This calendar of saints is drawn from several denominations, sects, and traditions. Although it will no longer be updated daily, the index on the right will guide visitors to a saint celebrated on any day they choose. Additional saints will be added as they present themselves to Major.

Sunday, January 1, 2012

January 1 -- Feast of Saint Zygmunt Gorazdowski

Zygmunt, who is close but does not hold the place of the last alphabetical entry in the canon of saints, was born in Sanok, Poland in 1845.  He died in 1920 in L'viv, Ukraine, which is about 102 miles away.  In his lifetime, Poland disappeared from and then reappeared on the European map, but the brief accounts of his life do not emphasize the national aspirations of Poles and Ukrainians as troubling him much.  He was apparently much more concerned with the needs of individuals than the troubles of nations.

Although he suffered respiratory trouble all his life, he worked hard on behalf of the poor and infirm.  He was tireless during a cholera outbreak, exposing himself to the worst risks to comfort the ill and to treat the dead with dignity. 

Ignore the street lamp that looks like an antenna
He founded the Sisters of Saint Joseph in L'viv, and with them, established and sustained many charitable institutions.  His prints are all over a shelter for abandoned children, a shelter for single mothers, a hospice for the terminally ill, a convalescent center, a dormitory for poor seminarians, a soup kitchen, a shelter for the homeless, and St.
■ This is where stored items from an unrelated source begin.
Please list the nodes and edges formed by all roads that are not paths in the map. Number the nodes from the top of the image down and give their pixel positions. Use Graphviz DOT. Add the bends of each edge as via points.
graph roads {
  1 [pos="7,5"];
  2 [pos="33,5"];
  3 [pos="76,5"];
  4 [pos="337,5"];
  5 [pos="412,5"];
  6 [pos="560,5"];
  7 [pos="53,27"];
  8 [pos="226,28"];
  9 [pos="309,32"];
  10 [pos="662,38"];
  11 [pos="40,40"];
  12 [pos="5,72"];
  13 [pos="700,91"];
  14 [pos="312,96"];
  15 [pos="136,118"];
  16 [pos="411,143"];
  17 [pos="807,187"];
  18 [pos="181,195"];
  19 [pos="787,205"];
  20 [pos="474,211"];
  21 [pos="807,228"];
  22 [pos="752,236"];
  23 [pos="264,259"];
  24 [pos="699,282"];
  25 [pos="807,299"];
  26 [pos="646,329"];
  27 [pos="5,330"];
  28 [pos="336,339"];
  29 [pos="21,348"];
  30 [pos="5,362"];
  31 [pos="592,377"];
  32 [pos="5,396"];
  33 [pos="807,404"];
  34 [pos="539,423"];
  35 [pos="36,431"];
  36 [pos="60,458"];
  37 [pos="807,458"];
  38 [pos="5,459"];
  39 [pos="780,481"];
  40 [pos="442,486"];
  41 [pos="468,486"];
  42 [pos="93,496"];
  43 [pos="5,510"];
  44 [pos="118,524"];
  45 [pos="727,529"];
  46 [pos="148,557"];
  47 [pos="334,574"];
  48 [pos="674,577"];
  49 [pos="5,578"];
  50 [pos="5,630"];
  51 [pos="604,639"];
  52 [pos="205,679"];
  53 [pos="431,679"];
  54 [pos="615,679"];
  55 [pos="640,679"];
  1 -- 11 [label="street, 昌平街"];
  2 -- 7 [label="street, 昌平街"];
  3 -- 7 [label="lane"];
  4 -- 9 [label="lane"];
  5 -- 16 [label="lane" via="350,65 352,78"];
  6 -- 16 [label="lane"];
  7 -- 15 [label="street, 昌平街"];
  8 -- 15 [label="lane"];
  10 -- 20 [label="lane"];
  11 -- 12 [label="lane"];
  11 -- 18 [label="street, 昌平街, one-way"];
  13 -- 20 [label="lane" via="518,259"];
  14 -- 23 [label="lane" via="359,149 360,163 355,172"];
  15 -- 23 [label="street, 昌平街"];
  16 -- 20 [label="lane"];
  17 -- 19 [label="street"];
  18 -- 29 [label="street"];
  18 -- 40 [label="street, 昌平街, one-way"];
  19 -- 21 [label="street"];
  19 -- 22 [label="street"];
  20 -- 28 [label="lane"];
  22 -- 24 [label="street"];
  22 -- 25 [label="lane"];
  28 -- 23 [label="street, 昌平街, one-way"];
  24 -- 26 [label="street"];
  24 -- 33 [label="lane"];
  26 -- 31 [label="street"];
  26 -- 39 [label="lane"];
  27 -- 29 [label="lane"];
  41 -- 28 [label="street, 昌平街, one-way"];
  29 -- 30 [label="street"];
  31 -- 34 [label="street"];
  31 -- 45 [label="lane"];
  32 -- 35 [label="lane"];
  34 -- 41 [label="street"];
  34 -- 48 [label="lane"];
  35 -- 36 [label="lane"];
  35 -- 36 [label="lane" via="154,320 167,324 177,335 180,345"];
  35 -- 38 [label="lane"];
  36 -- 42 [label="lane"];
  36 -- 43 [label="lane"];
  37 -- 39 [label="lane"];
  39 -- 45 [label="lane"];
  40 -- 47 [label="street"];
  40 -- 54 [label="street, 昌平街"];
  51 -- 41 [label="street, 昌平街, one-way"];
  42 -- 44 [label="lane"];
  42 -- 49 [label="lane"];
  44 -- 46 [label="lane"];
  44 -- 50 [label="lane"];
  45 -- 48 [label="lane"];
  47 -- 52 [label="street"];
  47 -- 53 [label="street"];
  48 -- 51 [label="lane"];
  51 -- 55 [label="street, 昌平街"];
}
Joseph's Polish-German Catholic School.  I'd like to think this institution might have encouraged der Fuhrer's troops, but that seems improbable.  It is more likely that the Soviet forces closed the school long before, probably sending the priests and nuns east to their deaths.  Certainly the Soviet mass murders prior to evacuating Lviv encouraged the locals to join with the Nazis in taking revenge -- something they did enthusiastically.

I am not so naive that I think we close our eyes to the travails of nations, but the essence of fascism is the elevation of the collective entity the individual.  Ziggy's work may not have stopped the totalitarians from conquering and reconquering his homeland but it did sustain the flame of kindness and virtue in the face of cruelty and inhumanity.  If you get a chance, do something nice in Zyg's memory.


  1. I am starting a series on my blog titled A saint a day. I would like to follow your site but I don't see a way to do that for us non-Google friend people. Is there a way to do that?

  2. I think I have finally successfully added an RSS button to the right margin, between the sources and the archives. Thanks for the suggestion, Rainbowheartlove.